Beyond Bonkers – NHS Reconfiguration proposals

NHS reorganisation

It used to be simple.  If a trust failed then its assets would be transferred to another public body or sold off and the staff would be transferred or made redundant.  The Secretary of State had the overall duty to ensure a universal comprehensive health service and powers to match.

How services were configured was a matter for trusts and commissioners and if there was a proposal to change configuration then there was a defined and comprehensive process to go through with lots of public involvement and scrutiny.

Most “NHS reconfigurations” were badly presented, poorly communicated and based on flawed assumptions.  Desperate attempts to save money were wrapped up as necessary clinical changes – nobody was fooled.

The Lansley nightmare made the NHS into a regulated market with numerous autonomous commissioners and numerous competing autonomous providers.  Some providers would fail which then allows room for new more innovative entrants.

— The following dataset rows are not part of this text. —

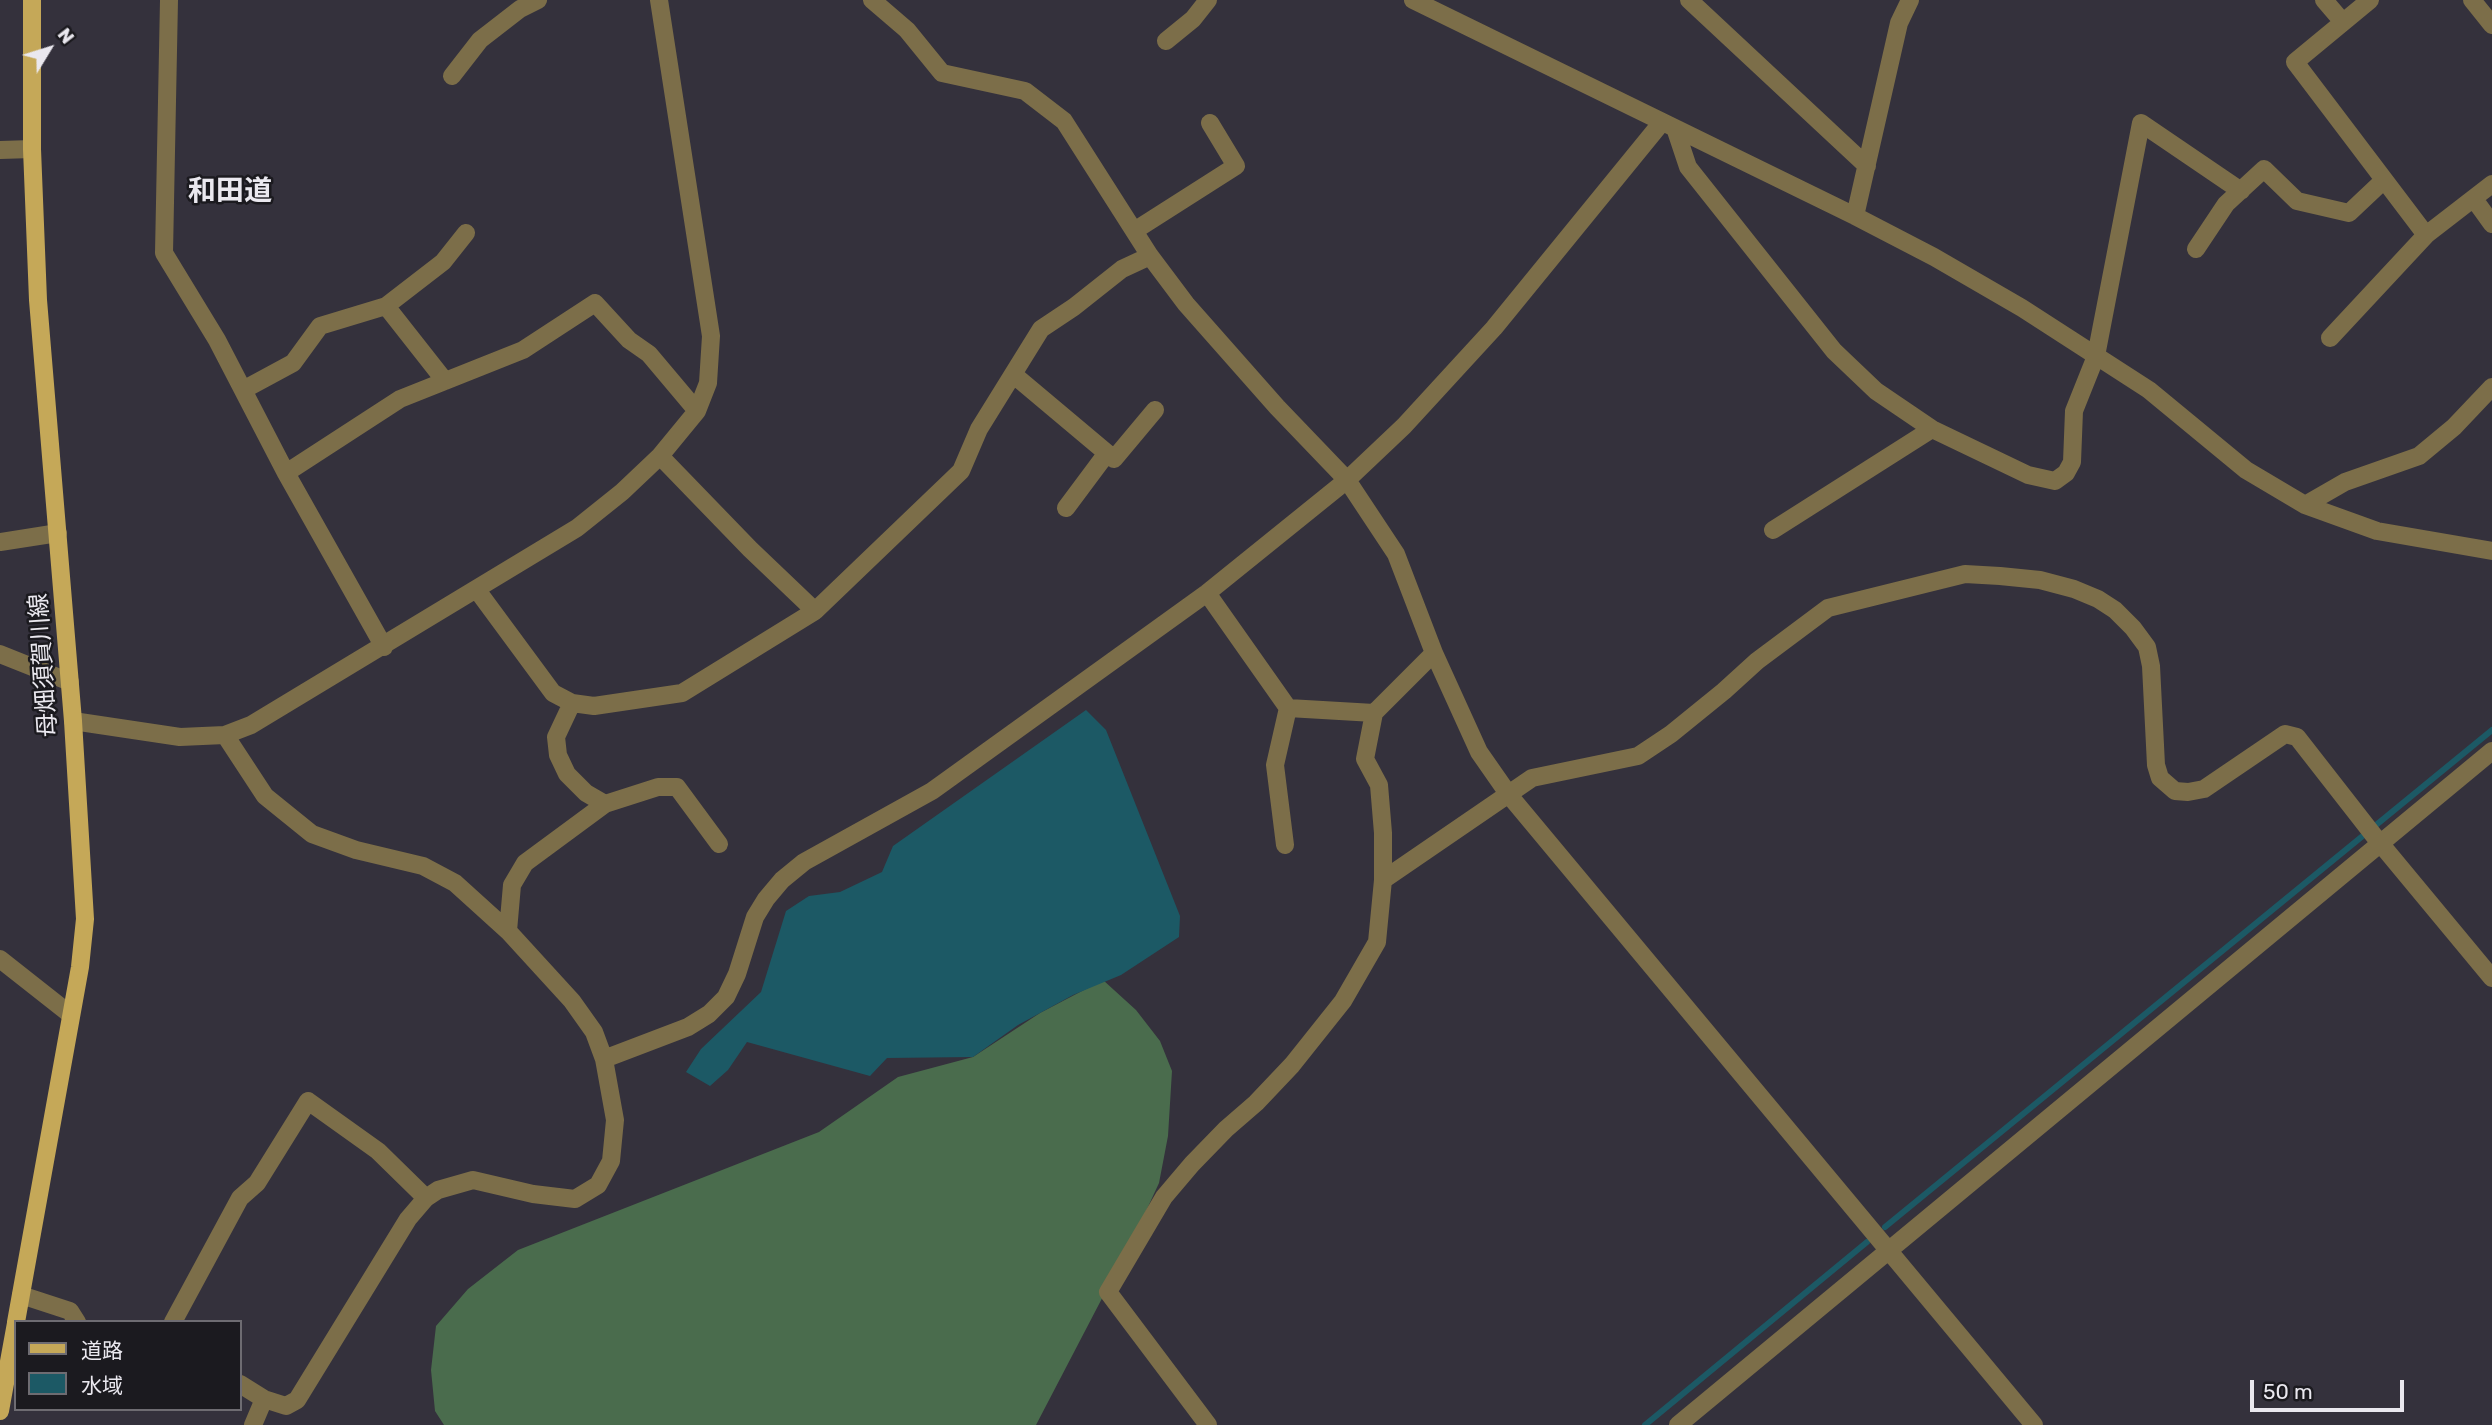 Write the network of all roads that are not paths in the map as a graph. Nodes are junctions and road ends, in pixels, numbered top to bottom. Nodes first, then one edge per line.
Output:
1 (32, 0) edge
2 (169, 0) edge
3 (538, 0) edge
4 (659, 0) edge
5 (872, 0) edge
6 (1208, 0) edge
7 (1413, 0) edge
8 (1689, 0) edge
9 (1910, 0) edge
10 (2324, 0) edge
11 (2370, 0) edge
12 (2472, 0) edge
13 (2342, 21) junction
14 (2492, 25) edge
15 (1166, 41) dead end
16 (452, 76) dead end
17 (1210, 123) dead end
18 (1668, 125) junction
19 (32, 149) junction
20 (0, 150) edge
21 (1867, 166) junction
22 (2384, 180) junction
23 (2492, 184) edge
24 (2241, 191) junction
25 (2474, 199) junction
26 (1855, 216) junction
27 (2492, 224) edge
28 (1134, 231) junction
29 (467, 233) dead end
30 (2426, 235) junction
31 (2196, 249) dead end
32 (1150, 256) junction
33 (386, 306) junction
34 (2330, 338) dead end
35 (2096, 356) junction
36 (1014, 375) junction
37 (445, 381) junction
38 (2492, 387) edge
39 (243, 390) junction
40 (697, 411) junction
41 (1155, 411) dead end
42 (1932, 429) junction
43 (1107, 453) junction
44 (660, 456) junction
45 (286, 473) junction
46 (1347, 480) junction
47 (2305, 505) junction
48 (1066, 508) dead end
49 (1773, 530) dead end
50 (58, 533) junction
51 (0, 542) edge
52 (2492, 551) edge
53 (477, 590) junction
54 (1206, 593) junction
55 (815, 611) junction
56 (384, 647) junction
57 (1434, 653) junction
58 (0, 654) edge
59 (70, 682) junction
60 (572, 703) junction
61 (1287, 708) junction
62 (1374, 713) junction
63 (73, 721) junction
64 (225, 735) junction
65 (2492, 751) edge
66 (1509, 795) junction
67 (605, 804) junction
68 (2378, 840) junction
69 (719, 844) dead end
70 (1285, 845) dead end
71 (1383, 880) junction
72 (508, 931) junction
73 (0, 959) edge
74 (2492, 978) edge
75 (71, 1015) junction
76 (604, 1059) junction
77 (426, 1198) junction
78 (1890, 1250) junction
79 (21, 1295) junction
80 (16, 1320) edge
81 (76, 1320) edge
82 (174, 1320) edge
83 (14, 1333) edge
84 (242, 1385) edge
85 (264, 1399) junction
86 (0, 1411) edge
87 (253, 1425) edge
88 (1209, 1425) edge
89 (1678, 1425) edge
90 (2034, 1425) edge

1 - 19 main road, 母畑須賀川線
2 - 39 street
3 - 16 street
4 - 40 street
5 - 28 street
6 - 15 street
7 - 18 street
8 - 21 street
9 - 21 street
10 - 13 street
11 - 13 street
12 - 14 street
13 - 22 street
17 - 28 street
18 - 26 street
18 - 42 street
18 - 46 street
19 - 20 street
19 - 50 main road, 母畑須賀川線
21 - 26 street
22 - 24 street
22 - 30 street
23 - 25 street
24 - 31 street
24 - 35 street
25 - 27 street
25 - 30 street
26 - 35 street
28 - 32 street
29 - 33 street
30 - 34 street
32 - 36 street
32 - 46 street
33 - 37 street
33 - 39 street
35 - 42 street
35 - 47 street
36 - 43 street
36 - 55 street
37 - 40 street
37 - 45 street
38 - 47 street
39 - 45 street
40 - 44 street
41 - 43 street
42 - 49 street
43 - 48 street
44 - 53 street
44 - 55 street
45 - 56 street
46 - 54 street
46 - 57 street
47 - 52 street
50 - 51 street
50 - 59 main road, 母畑須賀川線
53 - 56 street
53 - 60 street
54 - 61 street
54 - 76 street
55 - 60 street
56 - 64 street
57 - 62 street
57 - 66 street
58 - 59 street
59 - 63 main road, 母畑須賀川線
60 - 67 street
61 - 62 street
61 - 70 street
62 - 71 street
63 - 64 street
63 - 75 main road, 母畑須賀川線
64 - 72 street
65 - 68 street
66 - 68 street
66 - 71 street
66 - 78 street
67 - 69 street
67 - 72 street
68 - 74 street
68 - 78 street
71 - 88 street
72 - 76 street
73 - 75 street
75 - 79 main road, 母畑須賀川線
76 - 77 street
77 - 82 street
77 - 85 street
78 - 89 street
78 - 90 street
79 - 80 main road, 母畑須賀川線
79 - 81 street
83 - 86 main road, 母畑須賀川線
84 - 85 street
85 - 87 street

So we have to set out what must happen when a trust becomes unsustainable.  An Administrator is brought in to sort it out by making recommendations for action which get endorsed by either the Secretary of Sate or Monitor, and implemented.

The role of the Administrator was originally “taking action in relation to” a specific trust.  After defeat in the Courts the Government is changing the legislation to add – “including in relation to another Trust which is necessary and consequential”.  It will take several Court cases to sort out what those last 3 words mean!

So now once an Administrator is appointed they can make recommendations about how services are configured at the specific trust but also in other trusts, even though there is no obligation to do any kind of impact analysis on those trust imposed upon.

So in the Lewisham example services could be closed at Lewisham even though Lewisham was not failing and did not agree to the changes.  Worse still such changes would only be subject to restricted and limited consultation thus evading the lengthy and exhaustive reconfiguration process.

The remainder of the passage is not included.